Casinos de France pedem intensificação do combate aos operadores ilegais
A associação francesa de cassinos Casinos de France disse que acolhe com satisfação a abertura de investigações sobre os provedores de recursos, especialmente provedores de pagamento, plataformas digitais e editores de software, que conscientemente facilitam a atividade de cassinos online ilegais.
A associação afirmou: “Essas revelações — como as que envolvem a Worldline — confirmam o que nosso sindicato há muito denuncia: um sistema paralelo que prospera nas sombras, à margem de qualquer estrutura legal e fiscal, sem levar em conta a regulamentação e a proteção dos jogadores. Enquanto os estabelecimentos de jogos físicos na França são regidos por uma supervisão rigorosa e uma responsabilização inabalável, alguns operadores estrangeiros — frequentemente localizados em paraísos fiscais — dependem de intermediários para burlar a lei e conquistar participação de mercado em completa ilegalidade. Os prestadores de serviços que colaboram, direta ou indiretamente, com essas práticas devem ser punidos de forma proporcional aos danos causados ao nosso modelo de negócios.”
Afirmou que essas ações ameaçam não apenas a estabilidade econômica do setor, mas também a saúde pública e as finanças locais. Na França, os 203 cassinos físicos e os sete clubes de jogos em Paris pagam € 1.6 bilhão em impostos e receitas previdenciárias a cada ano, uma parcela significativa da qual vai diretamente para os orçamentos municipais.
A associação acrescentou: “Para muitos resorts turísticos, o cassino é o maior empregador local e um pilar das atividades culturais, artísticas e sociais.

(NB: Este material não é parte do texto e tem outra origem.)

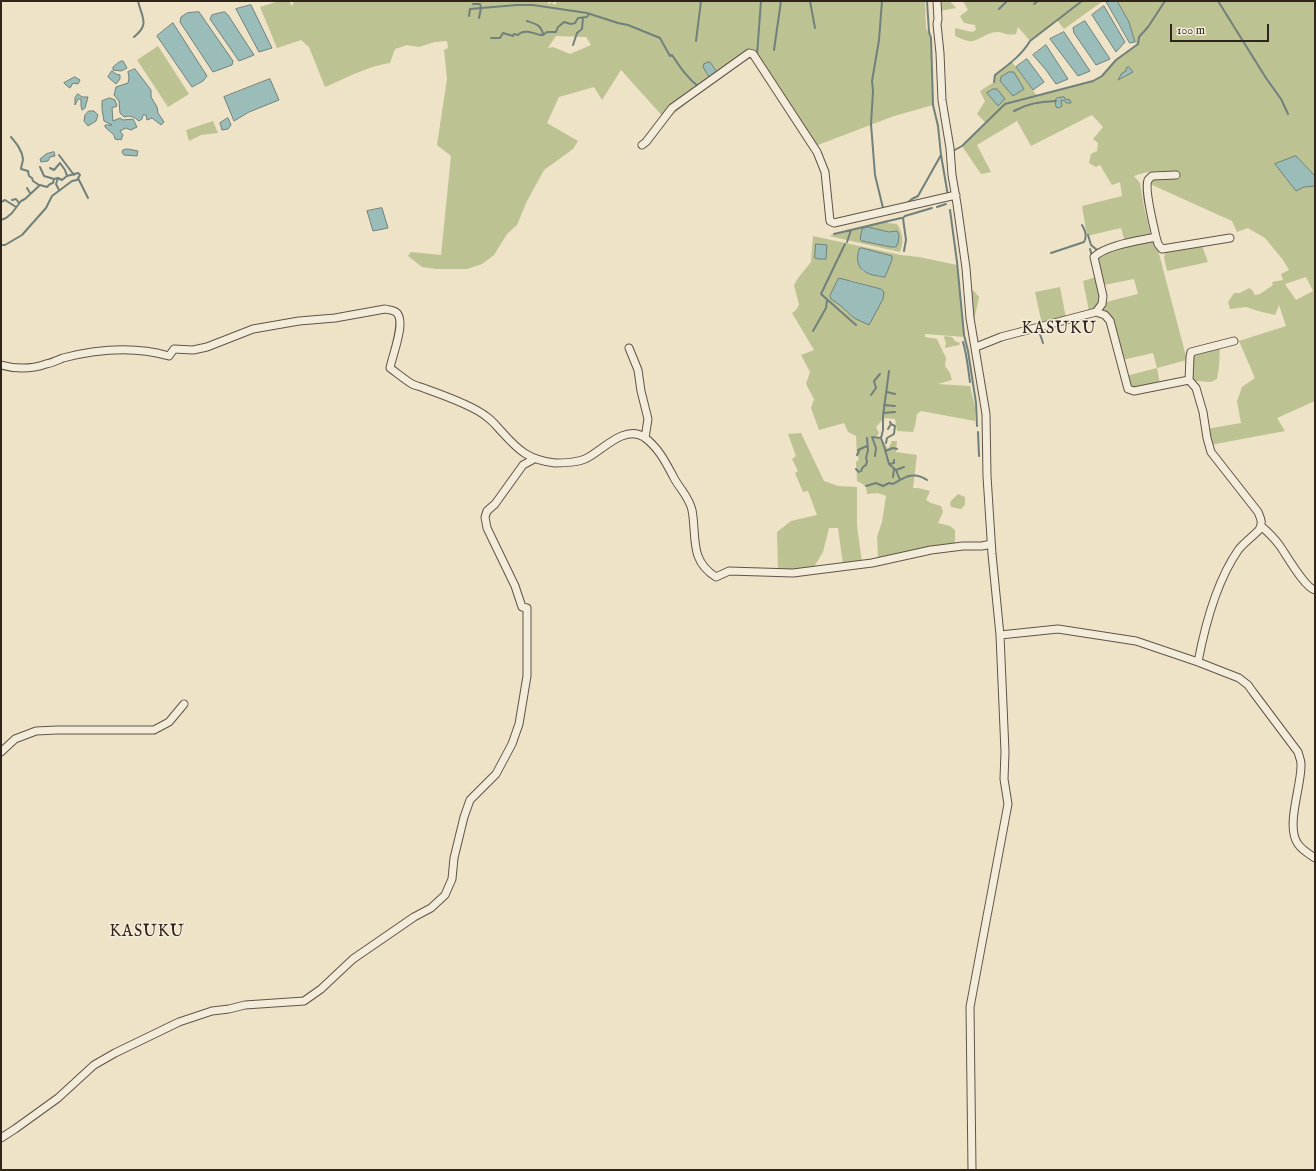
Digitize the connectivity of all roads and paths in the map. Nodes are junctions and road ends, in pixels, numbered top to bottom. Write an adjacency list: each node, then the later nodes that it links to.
1 (937, 1): 4 (street)
2 (642, 145): 4 (street)
3 (1176, 175): 5 (street)
4 (956, 195): 9 (street)
5 (1156, 237): 6 (street); 7 (street)
6 (1230, 238)
7 (1096, 312): 9 (street); 12 (street)
8 (1234, 341): 12 (street)
9 (976, 347): 18 (street)
10 (629, 348): 13 (street)
11 (1, 365): 14 (street)
12 (1189, 380): 17 (street)
13 (645, 438): 15 (street); 18 (street)
14 (517, 448): 15 (street); 16 (street)
15 (534, 459): 16 (street)
16 (523, 465): 25 (street)
17 (1261, 526): 19 (street); 21 (street)
18 (991, 544): 20 (street)
19 (1315, 590)
20 (1000, 635): 21 (street); 26 (street)
21 (1198, 662): 24 (street)
22 (184, 704): 23 (street)
23 (1, 752)
24 (1315, 858)
25 (1, 1138)
26 (972, 1170)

Por outro lado, o jogo online ilegal está fora de controle. Ele fomenta o vício — especialmente entre os jovens — e expõe menores a conteúdos estritamente proibidos para eles em estabelecimentos físicos. Numa época em que um em cada três jogadores online na França é menor de idade, a necessidade de uma resposta firme não é mais debatida.”
O Casinos de France está convocando as autoridades públicas a se mobilizarem para tornar a luta contra jogos de azar online ilegais uma prioridade, com mais recursos para reguladores, sanções efetivas contra plataformas cúmplices, vigilância constante em relação a novas ferramentas tecnológicas de evasão e comprometimento inabalável.
Grégory Rabuel, presidente dos Casinos de France e CEO do Groupe Barrière, disse que preservar o modelo francês de regulamentação de jogos de azar significa defender o interesse geral, a saúde dos cidadãos e a coesão territorial.
“Não pode haver dois pesos e duas medidas no mundo dos jogos de azar: jogadores regulamentados que assumem suas responsabilidades, enquanto outros burlam as regras com total impunidade. Esta situação não é mais aceitável. Os provedores de recursos devem entender que desempenham um papel central no declínio desastroso dos jogos de azar ilegais”, acrescentou o Sr. Rabuel. “Essa desestabilização de toda uma indústria exige uma resposta firme das autoridades públicas para proteger nossos menores e nossas finanças públicas, e assim preservar nosso modelo francês de regulamentação dos jogos de azar.”